Posted by: Lauren Young on June 12, 2009
Is it a good thing or a bad thing for exchange-traded funds that BlackRock has emerged as the buyer for the Barclays PLC’s iShares unit? BlackRock is spending $13.5 billion in cash and stock, which is a considerable sum given the economic environment.
(One of my colleagues was rooting for Bank of New York because “they needed it more.”)

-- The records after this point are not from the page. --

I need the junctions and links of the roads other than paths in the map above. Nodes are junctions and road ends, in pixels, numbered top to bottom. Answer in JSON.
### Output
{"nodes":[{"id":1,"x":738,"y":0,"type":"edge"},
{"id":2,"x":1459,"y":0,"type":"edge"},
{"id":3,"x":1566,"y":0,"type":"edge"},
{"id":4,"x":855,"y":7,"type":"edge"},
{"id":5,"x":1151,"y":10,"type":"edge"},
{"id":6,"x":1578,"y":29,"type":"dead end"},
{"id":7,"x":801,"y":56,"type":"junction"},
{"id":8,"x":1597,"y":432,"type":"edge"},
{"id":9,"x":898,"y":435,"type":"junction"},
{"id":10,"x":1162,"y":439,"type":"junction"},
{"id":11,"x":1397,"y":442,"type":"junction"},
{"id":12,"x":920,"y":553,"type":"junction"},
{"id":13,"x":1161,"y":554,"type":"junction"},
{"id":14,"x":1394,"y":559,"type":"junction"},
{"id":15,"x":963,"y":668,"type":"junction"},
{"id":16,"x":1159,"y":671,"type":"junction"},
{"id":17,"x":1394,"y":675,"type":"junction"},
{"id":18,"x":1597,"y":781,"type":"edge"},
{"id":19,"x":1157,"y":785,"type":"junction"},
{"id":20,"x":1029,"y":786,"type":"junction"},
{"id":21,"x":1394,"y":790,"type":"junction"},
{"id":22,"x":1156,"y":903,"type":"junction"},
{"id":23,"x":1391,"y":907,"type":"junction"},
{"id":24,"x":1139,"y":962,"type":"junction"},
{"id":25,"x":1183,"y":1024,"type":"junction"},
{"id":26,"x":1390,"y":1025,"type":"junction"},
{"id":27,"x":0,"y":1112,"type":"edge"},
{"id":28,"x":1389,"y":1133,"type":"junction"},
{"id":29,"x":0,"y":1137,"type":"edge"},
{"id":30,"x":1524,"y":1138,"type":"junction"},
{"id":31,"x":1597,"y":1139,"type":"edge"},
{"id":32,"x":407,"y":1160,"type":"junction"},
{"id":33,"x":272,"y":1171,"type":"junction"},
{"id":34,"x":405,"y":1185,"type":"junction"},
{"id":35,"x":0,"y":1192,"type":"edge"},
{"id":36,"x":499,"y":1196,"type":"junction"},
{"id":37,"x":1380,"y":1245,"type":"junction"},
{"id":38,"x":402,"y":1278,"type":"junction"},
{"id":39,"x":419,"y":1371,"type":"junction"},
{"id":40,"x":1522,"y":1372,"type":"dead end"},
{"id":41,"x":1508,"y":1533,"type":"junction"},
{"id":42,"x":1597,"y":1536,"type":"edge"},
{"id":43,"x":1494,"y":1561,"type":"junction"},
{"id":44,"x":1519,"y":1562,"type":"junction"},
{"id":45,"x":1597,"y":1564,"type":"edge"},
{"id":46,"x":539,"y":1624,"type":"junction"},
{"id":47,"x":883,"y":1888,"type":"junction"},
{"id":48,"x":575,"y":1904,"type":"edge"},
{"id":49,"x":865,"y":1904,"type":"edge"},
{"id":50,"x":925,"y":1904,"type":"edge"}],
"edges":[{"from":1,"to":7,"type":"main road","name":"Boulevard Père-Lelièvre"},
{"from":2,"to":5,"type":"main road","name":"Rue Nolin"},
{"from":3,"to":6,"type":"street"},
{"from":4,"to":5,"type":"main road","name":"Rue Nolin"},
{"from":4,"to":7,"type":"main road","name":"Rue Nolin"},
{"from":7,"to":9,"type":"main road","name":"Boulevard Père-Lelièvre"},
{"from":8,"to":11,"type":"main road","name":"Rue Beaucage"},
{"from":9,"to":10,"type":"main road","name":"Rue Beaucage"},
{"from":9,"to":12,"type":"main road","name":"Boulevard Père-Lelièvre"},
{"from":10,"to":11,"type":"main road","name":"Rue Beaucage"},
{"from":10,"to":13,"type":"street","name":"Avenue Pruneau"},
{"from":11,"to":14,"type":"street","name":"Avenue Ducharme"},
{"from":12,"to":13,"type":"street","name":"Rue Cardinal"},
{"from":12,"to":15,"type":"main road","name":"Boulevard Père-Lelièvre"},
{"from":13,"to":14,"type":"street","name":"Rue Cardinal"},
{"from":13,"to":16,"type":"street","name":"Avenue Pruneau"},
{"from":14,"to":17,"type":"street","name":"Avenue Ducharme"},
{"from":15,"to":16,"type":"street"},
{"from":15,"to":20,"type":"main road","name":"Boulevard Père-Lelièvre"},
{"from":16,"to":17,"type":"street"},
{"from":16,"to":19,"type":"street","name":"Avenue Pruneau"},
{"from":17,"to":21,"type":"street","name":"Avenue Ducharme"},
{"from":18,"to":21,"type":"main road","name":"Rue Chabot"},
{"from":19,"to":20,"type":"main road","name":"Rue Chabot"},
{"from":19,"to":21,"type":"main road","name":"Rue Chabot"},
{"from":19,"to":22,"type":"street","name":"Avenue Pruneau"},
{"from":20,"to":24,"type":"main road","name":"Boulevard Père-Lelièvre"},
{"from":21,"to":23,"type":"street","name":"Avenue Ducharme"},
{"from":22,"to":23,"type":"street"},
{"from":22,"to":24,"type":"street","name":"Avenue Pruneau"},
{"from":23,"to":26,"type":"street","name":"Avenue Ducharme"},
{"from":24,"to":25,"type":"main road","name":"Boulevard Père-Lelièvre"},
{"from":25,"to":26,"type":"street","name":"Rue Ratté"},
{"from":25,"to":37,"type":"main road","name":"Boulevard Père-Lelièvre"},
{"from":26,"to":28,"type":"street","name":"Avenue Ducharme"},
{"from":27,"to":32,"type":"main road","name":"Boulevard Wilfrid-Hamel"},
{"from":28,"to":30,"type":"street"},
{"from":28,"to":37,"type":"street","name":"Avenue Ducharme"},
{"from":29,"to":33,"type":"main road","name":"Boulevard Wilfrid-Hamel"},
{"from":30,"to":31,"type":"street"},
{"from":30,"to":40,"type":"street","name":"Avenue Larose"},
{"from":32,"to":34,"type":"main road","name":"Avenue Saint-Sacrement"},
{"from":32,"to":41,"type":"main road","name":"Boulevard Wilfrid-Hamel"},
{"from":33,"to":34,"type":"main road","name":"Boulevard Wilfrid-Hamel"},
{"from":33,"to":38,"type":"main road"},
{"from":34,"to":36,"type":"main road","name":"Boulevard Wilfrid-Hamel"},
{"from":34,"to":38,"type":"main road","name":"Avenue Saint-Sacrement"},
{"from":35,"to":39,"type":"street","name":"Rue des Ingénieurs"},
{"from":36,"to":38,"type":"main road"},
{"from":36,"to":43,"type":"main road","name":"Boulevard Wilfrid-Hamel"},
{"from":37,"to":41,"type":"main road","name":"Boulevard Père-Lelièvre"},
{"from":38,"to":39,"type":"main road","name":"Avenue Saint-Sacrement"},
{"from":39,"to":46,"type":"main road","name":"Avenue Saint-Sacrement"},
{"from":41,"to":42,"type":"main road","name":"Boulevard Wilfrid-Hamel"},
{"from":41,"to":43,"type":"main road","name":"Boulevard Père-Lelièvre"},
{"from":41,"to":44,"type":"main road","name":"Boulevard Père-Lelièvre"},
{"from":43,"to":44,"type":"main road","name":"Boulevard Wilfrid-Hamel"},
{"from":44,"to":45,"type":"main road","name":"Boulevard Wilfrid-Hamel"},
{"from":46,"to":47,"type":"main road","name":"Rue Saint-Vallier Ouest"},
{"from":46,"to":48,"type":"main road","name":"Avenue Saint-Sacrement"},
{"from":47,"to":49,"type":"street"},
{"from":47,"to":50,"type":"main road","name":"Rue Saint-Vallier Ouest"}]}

The fact that so many top-tier firms were vying for a piece of the ETF business bodes well for the industry. As BusinessWeek previously noted, it tells the world that BlackRock (and other would-be buyers) see exchange-traded funds as having a very hopeful future. Indeed, ETF guru Jim Wiandt of IndexUniverse says: “This BlackRock deal is big not just for the index/ETF industry, but the financial sector in general. It underscores just how big basis-point-linked passive assets have gotten.”
As a firm, BlackRock has already done a respectable job absorbing Merrill Lynch’s mutual funds. Morningstar gives it above-average scores for its domestic stock, international stock, and municipal bond funds. Wiandt says that, on paper at least, “it’s a marriage made in heaven, with BGI in a dominant position where BlackRock is mostly absent: ETFs and institutional indexed asset management.”
Will BlackRock be a good steward of the ETF business? What do you think?